[this tactic is used again and again by RPE's to legitimize taxpayer funding of religious schools...]

THE GAZETTE-TELEGRAPH, March 13, 1997
P. O. Box 1779,Colorado Springs,CO,80901
(Fax 719-636-0202, print run 117,000)
(E-MAIL: gtop@usa.net)

MORE EDUCATION OPTIONS KEY TO DEBATE ABOUT MORALS IN SCHOOLS

By Steve Cary

Recent debate over changes to District 11's health and sex ed curriculum reinforce the need to expand school choice options to include private and religious schools through vouchers or tax credits. The problems are systematic and go beyond both D-11 and sex education. The central issue is that a number of curricular subjects have inherent moral dimensions that can only be addressed from a religious-philosophical perspective.

Government-managed schools may attempt to be religiously neutral. When they succeed, students often get a shallow education without a sound philosophical basis for decision making.

When schools fail at such attempts, students are often taught the conclusions of anti-Christian/anti-religious thinking, even if the reasoning behind those conclusions is omitted.

For example, although District 20 has an "abstinence-based" sex ed curriculum, students are only encouraged to wait until they can have a "mature relationship," not until they are married.

This is not philosophically neutral. Neutrality is impossible.

D-20 bases its abstinence approach largely on pragmatic considerations involving avoiding pregnancy and disease.
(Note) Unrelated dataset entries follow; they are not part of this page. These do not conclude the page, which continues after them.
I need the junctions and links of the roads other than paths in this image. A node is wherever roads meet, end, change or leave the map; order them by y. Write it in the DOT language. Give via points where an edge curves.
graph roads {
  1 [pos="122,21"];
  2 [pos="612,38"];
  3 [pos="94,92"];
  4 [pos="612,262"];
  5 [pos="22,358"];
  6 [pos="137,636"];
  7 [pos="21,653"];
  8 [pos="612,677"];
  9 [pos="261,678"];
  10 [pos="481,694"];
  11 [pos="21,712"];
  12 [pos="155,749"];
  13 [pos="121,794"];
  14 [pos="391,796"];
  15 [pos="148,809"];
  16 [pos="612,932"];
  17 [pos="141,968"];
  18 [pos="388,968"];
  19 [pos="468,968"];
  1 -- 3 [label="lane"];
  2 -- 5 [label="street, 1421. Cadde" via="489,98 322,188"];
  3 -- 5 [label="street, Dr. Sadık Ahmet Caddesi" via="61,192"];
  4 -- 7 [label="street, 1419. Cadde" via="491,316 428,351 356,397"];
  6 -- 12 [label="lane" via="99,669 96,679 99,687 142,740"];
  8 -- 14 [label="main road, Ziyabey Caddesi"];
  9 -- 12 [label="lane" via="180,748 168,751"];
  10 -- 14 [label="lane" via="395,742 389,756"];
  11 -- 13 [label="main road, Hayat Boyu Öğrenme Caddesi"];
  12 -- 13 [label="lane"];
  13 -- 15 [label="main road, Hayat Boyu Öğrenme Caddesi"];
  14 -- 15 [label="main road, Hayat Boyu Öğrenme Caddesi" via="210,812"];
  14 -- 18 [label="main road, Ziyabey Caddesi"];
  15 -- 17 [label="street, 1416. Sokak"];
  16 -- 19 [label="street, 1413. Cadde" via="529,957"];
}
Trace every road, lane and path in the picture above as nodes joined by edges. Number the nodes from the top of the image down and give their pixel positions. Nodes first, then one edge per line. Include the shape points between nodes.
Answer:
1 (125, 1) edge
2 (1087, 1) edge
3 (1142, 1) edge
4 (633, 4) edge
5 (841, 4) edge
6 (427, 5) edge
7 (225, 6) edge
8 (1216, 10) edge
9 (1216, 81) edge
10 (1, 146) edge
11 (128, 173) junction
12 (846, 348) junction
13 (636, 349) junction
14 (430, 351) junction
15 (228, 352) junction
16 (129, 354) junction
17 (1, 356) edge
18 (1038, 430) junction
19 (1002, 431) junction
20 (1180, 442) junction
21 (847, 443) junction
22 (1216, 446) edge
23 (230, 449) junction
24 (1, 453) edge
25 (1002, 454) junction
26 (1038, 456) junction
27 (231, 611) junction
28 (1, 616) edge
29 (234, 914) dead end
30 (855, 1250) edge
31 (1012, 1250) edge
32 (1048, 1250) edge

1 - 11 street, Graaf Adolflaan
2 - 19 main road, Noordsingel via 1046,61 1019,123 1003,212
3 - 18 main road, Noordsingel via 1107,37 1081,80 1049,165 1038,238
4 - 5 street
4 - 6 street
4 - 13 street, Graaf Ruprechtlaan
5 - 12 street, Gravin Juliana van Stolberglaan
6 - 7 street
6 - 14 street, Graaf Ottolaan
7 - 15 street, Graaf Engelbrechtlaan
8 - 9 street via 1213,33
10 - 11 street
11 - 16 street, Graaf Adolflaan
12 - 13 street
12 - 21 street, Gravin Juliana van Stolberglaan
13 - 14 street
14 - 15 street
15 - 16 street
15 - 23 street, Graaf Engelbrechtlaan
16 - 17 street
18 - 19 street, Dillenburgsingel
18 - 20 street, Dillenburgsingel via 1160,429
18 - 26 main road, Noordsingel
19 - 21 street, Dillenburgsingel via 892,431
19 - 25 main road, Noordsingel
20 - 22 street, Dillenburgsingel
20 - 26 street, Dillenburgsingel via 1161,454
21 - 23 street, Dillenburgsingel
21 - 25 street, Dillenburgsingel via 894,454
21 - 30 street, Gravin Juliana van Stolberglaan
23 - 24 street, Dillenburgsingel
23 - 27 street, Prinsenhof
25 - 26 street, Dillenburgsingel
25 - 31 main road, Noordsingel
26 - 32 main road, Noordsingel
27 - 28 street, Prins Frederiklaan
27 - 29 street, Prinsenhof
This kind of pragmatism is one religious-philosophical option out of many, but not a neutral one.

The underlying problem is broader than sex ed. I asked a senior D-20 administrator if the curriculum taught that there was anything inherently wrong with extramarital sexual intercourse.

She replied no, that such instruction would be impermissibly religious. I asked her if the D-20 curriculum taught that anything was inherently morally wrong. She said it did not. I admired her candor if not her position.

This relativistic moral perspective is reflected in how many teachers refer to student behavior.

It's not wrong, promiscuous or evil. It's inappropriate, counter-productive or unacceptable.

Teaching that theft is inappropriate instead of evil is not being neutral. It's just trading one religious-philosphical perspective for another.

The government's legitimate interest in public education is based on an academic core that includes reading, writing, math and science. As our culture has incrementally abandoned the Judeo-Christian world view, other components of the core have been cast aside.

Judeo-Christian ethics, even theology, were once part of that core.

The New England Primer was the dominant American first-grade reader in the late 18th and early 19th centuries for private, public and parochial education. The lessons are saturated with religious references that would send the modern ACLU into convulsions. Few, if any, of America's founders would have contended that using the New England Primer in public schools violated the First Amendment. There is no valid constitutional reason for excluding those kinds of lessons now, if families that disagree have other publicly funded options. With expanded educational choice, they would.

If we publicly fund education, parents should have a publicly funded choice that includes schools where theft is presented as inherently evil, not just as violating current community standards of propriety. Public funding should not be denied to families because they insist on a school that teaches that a cohesive family with a loving husband and wife is the best environment for raising children or that homosexuality is immoral.

Because parents deserve more flexibility does not mean that there should be no limits on which private schools get public funding. Only hard-core diversity proponents would insist on funding schools that promoted the genocidal views of German-style Natio nal Socialism, for example.

This does not mean we should continue to deny educational choices to parents simply because some in our community find those choices to be at variance with their personal philosophical preference.

STEVE CARY

Background: A Springs resident for 21/2 years, Cary has a master's degree in operations research. He is retired military officer with more than 20 years in the service. He and his wife have two children who attend local schools.